[Records from a data source]
★ ★ ★ ★

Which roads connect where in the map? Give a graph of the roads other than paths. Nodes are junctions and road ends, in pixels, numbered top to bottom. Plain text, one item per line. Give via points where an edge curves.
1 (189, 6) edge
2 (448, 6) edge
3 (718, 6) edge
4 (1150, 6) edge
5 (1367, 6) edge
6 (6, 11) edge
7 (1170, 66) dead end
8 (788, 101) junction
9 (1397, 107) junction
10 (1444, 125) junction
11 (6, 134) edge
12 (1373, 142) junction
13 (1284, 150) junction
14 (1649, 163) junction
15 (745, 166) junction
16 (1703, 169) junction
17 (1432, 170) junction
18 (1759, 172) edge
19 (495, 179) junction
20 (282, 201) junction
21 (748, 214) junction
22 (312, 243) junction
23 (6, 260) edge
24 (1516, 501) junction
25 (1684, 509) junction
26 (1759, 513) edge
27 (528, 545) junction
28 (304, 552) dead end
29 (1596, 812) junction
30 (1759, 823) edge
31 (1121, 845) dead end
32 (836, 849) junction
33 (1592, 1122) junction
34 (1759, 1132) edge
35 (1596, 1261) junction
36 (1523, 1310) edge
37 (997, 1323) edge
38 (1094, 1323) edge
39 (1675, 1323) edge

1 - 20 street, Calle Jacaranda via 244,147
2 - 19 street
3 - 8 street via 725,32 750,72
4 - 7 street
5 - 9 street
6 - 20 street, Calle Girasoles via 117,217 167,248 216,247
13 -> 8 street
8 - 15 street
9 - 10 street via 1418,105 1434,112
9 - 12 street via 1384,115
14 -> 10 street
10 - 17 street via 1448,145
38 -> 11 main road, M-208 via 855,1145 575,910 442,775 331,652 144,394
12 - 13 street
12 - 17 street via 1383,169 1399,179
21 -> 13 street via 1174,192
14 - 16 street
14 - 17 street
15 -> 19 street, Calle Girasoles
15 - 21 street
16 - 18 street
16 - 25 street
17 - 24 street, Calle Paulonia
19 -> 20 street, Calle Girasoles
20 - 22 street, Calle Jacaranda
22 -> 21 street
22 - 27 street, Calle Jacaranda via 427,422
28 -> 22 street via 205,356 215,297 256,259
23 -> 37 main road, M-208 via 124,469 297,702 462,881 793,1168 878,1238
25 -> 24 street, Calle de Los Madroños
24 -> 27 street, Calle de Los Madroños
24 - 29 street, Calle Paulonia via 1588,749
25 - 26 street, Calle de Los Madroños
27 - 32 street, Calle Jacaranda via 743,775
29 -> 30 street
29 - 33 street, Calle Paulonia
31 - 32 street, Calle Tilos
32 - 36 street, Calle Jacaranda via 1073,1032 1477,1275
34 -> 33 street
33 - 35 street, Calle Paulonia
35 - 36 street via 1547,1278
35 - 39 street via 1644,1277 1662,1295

★ ★ ★ ★

** Task statement **
Find the word "main" in the records, and report each line that has it.

** Output **
38 -> 11 main road, M-208 via 855,1145 575,910 442,775 331,652 144,394
23 -> 37 main road, M-208 via 124,469 297,702 462,881 793,1168 878,1238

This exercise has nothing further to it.